The number of lines containing "Right" is the only answer wanted; work it out from the entries below.
▼
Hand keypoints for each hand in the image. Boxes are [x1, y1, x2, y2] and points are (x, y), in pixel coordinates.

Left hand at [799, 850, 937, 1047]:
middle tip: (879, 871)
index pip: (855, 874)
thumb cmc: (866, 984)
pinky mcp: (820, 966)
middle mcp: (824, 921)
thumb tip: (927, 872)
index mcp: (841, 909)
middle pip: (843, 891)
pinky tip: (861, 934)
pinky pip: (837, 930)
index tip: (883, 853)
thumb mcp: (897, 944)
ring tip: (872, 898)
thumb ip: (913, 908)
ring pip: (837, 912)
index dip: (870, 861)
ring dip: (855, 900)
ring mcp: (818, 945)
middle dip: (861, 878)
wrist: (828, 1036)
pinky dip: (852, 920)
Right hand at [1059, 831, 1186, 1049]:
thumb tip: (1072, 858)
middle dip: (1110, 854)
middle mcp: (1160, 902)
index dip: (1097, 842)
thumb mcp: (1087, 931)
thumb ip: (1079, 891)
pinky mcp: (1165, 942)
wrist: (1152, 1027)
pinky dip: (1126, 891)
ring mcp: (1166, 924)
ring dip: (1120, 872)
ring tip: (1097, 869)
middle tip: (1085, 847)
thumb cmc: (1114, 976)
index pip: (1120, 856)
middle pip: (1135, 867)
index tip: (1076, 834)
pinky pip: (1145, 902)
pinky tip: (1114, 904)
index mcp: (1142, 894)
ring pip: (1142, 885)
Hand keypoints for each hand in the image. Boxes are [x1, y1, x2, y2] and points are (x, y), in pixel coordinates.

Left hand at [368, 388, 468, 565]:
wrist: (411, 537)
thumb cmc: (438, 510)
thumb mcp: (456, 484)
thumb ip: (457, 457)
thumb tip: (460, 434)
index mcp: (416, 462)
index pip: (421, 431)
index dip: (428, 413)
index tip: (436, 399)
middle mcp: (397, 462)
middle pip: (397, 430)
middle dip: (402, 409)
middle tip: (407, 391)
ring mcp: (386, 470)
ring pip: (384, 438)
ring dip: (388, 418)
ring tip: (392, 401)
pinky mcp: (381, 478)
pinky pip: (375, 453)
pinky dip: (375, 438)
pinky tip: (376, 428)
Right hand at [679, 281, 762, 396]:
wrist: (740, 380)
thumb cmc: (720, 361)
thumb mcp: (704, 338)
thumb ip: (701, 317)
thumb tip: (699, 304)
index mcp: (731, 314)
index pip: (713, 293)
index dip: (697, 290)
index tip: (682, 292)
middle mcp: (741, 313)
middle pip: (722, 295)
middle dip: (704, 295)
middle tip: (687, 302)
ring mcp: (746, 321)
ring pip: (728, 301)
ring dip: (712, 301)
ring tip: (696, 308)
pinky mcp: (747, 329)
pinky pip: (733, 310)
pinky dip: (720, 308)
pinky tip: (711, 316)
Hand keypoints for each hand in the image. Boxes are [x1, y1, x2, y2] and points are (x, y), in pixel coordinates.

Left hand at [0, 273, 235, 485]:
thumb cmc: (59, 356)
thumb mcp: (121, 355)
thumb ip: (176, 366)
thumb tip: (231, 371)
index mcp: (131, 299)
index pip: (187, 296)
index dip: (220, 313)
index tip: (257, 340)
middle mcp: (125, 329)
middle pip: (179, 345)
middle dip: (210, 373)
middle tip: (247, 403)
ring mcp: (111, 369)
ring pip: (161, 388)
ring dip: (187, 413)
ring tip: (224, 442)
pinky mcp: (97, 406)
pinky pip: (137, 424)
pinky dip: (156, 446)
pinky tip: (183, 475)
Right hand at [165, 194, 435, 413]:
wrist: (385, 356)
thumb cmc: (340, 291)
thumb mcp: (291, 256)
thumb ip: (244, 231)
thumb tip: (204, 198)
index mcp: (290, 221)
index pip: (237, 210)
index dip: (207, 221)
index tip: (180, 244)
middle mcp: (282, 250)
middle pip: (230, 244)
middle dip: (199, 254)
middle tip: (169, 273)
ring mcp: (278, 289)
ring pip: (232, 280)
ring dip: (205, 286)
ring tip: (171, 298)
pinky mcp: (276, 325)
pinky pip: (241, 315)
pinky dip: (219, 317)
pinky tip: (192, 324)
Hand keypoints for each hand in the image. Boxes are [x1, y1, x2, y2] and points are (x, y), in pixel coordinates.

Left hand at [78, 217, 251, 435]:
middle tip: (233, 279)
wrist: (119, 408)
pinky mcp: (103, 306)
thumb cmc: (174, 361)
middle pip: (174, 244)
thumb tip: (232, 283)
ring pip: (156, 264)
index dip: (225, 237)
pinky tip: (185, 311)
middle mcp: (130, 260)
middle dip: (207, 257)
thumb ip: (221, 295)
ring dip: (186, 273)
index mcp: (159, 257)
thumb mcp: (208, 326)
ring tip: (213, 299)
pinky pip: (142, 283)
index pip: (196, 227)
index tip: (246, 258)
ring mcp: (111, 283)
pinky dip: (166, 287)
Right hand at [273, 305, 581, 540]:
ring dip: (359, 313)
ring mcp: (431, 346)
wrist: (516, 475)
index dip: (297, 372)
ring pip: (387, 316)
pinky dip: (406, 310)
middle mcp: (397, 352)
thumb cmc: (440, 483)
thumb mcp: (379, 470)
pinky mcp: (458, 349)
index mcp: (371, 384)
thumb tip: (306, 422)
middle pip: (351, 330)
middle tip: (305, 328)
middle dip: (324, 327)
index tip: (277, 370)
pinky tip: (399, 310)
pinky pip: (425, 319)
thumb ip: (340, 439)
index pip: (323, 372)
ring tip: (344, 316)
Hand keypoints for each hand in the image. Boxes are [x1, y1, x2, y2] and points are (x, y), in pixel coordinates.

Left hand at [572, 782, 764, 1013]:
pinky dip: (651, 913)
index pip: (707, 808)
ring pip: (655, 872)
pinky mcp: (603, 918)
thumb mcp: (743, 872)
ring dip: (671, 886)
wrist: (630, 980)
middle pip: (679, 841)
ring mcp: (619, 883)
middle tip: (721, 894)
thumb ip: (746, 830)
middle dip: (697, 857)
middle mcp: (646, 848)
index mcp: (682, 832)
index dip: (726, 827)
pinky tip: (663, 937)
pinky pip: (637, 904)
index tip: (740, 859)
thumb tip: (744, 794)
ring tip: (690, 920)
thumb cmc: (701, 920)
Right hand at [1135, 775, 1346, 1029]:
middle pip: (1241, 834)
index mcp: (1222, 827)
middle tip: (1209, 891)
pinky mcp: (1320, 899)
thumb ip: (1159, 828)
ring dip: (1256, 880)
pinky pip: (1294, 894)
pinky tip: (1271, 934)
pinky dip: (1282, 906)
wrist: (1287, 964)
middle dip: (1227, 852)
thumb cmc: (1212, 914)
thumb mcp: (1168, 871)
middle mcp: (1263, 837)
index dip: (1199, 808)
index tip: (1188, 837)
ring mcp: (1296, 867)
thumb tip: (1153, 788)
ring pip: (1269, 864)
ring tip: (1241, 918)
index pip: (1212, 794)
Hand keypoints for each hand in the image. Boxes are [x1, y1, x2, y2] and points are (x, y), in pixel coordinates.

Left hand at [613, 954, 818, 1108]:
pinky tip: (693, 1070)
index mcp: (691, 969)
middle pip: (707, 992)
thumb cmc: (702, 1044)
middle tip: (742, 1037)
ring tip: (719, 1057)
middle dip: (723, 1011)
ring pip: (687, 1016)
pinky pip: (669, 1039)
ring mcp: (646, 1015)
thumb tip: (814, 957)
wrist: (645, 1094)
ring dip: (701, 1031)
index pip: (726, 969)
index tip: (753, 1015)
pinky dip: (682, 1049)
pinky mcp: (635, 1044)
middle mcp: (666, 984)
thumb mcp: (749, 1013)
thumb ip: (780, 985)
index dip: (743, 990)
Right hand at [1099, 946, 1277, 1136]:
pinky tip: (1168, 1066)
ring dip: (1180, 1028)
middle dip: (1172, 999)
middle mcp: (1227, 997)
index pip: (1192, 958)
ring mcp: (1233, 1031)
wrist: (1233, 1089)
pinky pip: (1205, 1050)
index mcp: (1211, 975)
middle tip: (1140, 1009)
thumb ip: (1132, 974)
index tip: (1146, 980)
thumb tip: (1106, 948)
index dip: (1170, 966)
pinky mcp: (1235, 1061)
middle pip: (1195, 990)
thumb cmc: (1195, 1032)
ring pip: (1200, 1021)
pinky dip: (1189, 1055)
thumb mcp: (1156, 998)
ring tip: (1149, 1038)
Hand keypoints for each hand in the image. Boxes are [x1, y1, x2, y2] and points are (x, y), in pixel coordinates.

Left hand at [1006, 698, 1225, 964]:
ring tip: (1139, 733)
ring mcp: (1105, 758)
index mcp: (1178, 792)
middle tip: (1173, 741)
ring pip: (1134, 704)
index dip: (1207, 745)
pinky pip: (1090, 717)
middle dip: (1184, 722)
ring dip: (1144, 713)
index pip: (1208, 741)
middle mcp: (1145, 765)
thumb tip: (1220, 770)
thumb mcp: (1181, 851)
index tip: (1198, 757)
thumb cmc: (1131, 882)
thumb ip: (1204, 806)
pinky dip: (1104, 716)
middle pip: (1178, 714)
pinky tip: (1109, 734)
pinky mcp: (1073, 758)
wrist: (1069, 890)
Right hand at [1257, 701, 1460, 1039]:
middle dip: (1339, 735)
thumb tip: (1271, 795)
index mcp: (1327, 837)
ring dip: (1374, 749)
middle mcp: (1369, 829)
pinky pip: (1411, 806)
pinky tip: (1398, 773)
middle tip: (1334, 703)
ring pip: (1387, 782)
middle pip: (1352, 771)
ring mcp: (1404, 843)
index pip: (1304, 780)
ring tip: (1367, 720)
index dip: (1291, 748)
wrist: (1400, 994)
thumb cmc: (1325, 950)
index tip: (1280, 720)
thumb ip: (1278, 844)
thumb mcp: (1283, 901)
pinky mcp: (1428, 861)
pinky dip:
▲
- **Written response**: 7